For 2018 the big story in the toy industry hiring was the closing of Toys ‘R’ Us. Almost every toy and juvenile product manufacturer lost its second or third biggest customer. That meant that most of these companies cut their budgets while they went out in search of new channels of distribution. Reduced budgets usually means reduced headcount and nearly always means a slowdown in new hiring.

Are toy industry hiring trends poised to turn the corner? 2018 holiday sales overall were strong, rising 5.1%, excluding autos, according to Mastercard SpendingPulse. Online sales grew even more quickly at a whopping 19.1%. Of course, there were retail winners and losers. Macy’s, Kohl’s, and J.C. Penney performed poorly while Wal-Mart, Target, and Costco hit it out of the park. Wal-Mart and Target could have performed even better but they were running out of inventory during the last two weeks of the holiday shopping season, which coincided with a surge in foot traffic.

These numbers represent retail sales of ALL goods but what of the toy industry? I’ve heard all sorts of whisper numbers that US toy sales were down 7% or even 15%, but the most recent numbers that I’ve heard were that US toy sales declined 2-3%. At the same time, nearly all of the senior executives at small and medium-sized companies that I have spoken with have said that their sales either grew or that they were happy with their 2018 results. That leads me to believe that the bulk of the lost sales were suffered by the big toy companies like Mattel, Hasbro, and Lego, etc. After all, if a small toy company can add a couple of extra feet of shelf space at a Best Buy or a Cracker Barrel, that can be pretty meaningful. For a Mattel, it doesn’t even move the needle.

I see 2018 as a transition year and look for the toy industry to gain traction and move forward in 2019. We have several things going in our favor. First, the economy, although it might grow at a slower pace than last year, is still forecast to be strong. Only a few months ago, predictions were that the Fed would raise interest rates four times this year. Currently, interest rates are projected to only be raised a time or two. Employment continues to be super strong. Both factors support an economy that continues to grow.

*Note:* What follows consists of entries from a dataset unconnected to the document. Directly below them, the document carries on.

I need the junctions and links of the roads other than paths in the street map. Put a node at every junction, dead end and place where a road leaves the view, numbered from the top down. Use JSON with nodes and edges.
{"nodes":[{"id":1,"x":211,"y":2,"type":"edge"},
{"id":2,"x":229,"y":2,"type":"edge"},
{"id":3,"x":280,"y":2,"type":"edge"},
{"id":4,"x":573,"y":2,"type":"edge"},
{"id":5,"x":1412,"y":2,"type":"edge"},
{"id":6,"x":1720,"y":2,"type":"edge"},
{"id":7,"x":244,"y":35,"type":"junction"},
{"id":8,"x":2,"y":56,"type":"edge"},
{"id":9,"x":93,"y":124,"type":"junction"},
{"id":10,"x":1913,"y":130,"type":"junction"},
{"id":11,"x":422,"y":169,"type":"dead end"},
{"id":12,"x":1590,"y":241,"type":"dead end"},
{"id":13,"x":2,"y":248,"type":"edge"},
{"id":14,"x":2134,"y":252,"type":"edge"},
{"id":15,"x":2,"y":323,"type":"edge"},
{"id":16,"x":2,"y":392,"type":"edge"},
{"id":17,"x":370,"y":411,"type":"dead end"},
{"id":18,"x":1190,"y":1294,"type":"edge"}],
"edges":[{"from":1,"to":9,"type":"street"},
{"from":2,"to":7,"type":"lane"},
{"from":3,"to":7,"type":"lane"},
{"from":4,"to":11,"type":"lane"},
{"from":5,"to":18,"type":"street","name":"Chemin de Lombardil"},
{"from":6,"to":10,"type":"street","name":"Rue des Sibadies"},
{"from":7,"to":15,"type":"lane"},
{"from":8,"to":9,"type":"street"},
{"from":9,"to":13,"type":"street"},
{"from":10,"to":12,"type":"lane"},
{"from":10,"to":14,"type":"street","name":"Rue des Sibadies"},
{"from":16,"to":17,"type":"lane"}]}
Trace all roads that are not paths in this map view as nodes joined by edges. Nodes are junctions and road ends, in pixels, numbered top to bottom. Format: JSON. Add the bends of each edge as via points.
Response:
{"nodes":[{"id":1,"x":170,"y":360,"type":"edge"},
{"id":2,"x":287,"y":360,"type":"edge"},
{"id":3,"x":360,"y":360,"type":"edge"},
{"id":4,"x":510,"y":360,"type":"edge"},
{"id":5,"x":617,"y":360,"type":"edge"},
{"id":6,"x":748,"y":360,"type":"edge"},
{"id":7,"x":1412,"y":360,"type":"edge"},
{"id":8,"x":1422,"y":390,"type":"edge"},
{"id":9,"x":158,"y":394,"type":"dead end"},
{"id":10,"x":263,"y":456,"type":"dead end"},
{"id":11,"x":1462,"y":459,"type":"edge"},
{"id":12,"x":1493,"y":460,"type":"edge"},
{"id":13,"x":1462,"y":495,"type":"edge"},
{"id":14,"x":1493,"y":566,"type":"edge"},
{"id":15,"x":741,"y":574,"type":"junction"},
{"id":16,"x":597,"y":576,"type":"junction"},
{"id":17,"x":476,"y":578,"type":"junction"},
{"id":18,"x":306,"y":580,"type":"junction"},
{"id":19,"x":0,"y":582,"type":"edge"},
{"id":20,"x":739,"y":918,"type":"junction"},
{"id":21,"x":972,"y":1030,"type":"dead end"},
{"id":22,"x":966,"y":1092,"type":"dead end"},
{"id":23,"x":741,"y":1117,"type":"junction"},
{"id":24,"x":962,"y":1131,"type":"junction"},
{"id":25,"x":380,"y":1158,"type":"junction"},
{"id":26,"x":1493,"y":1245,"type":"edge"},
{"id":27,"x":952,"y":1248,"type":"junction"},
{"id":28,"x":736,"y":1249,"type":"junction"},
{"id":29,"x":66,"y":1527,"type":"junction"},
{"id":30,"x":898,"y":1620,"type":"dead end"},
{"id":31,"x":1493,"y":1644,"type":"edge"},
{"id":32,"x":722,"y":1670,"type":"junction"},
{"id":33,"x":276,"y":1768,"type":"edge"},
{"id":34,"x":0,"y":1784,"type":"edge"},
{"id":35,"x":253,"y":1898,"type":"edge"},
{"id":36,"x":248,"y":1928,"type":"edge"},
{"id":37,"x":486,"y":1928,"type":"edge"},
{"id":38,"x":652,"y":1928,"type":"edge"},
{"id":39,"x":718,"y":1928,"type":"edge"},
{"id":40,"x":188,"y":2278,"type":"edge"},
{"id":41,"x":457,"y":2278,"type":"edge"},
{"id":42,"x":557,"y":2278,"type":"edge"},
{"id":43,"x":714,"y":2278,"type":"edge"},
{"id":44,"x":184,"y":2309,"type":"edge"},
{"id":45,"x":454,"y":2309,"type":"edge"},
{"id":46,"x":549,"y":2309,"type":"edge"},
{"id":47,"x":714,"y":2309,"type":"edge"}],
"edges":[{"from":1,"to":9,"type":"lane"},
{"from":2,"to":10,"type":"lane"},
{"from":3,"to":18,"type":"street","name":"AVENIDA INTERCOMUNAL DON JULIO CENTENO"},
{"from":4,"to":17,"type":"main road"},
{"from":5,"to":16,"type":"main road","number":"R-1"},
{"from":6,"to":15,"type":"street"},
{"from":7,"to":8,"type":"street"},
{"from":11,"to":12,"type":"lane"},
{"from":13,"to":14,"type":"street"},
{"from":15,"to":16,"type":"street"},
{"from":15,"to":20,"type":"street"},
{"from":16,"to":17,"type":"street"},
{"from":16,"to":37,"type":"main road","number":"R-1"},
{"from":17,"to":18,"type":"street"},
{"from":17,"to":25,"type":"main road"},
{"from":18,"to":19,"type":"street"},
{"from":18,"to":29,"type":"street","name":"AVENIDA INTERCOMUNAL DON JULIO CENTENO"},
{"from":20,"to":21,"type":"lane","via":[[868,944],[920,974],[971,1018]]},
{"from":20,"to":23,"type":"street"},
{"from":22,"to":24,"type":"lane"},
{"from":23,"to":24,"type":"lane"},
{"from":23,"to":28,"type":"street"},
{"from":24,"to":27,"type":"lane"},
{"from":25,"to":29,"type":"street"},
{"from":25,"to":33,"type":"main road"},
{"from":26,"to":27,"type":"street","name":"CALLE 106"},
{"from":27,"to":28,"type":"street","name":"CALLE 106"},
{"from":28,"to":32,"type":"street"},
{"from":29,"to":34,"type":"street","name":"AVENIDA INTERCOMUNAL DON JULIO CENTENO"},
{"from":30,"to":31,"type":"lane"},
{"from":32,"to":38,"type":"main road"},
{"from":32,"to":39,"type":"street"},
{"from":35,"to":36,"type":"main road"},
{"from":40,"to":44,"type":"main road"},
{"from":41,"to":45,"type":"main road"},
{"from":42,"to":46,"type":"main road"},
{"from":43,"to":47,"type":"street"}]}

Cautious ordering in 2018 means that retailers have little inventory carrying over going into this year. This bodes well for sales early in the year and also minimizes manufacturers being held up for mark-down money and diminishes retailers’ need to have blow out sales. In addition, we have a plethora of strong licensable kid’s movies coming out this year led by new Frozen and Toy Story films. That should mean strong sales for licensors and also translate to better sales for all as blockbuster properties drive increased shopping for kid’s products.

That said, there are two potential problems which could disrupt growing toy sales. First, we are still early in the 2019 toy trade show season. Reports that I’m getting are that the mood in Hong Kong was buoyant although not quite jubilant. We shall see how retailers react to toy manufacturers wares at Nuremburg and in New York.

Secondly, there is still the specter of Trump tariffs on Chinese-made goods looming on the horizon. Recently most of the chatter about resolution has been trending toward positive, with the exception of the Huawei imbroglio. I would imagine that we’ll end up with face-saving half measures where all sides are able to declare victory OR further postponements which unfortunately means further uncertainty. As the big orangey fella often says, “We’ll have to wait and see.”

If we’re able to dodge a trade war then I see a strengthening toy industry investing in new talent to help drive growth. A lot of pent-up demand has developed over the last two years as toy companies have tightened their belts to the point of them becoming tourniquets. As companies come out of their defensive posture, somebody has to have the ideas and somebody has to do the work. My outlook is – as it usually is – one of cautious optimism.

I look forward to seeing you all in New York!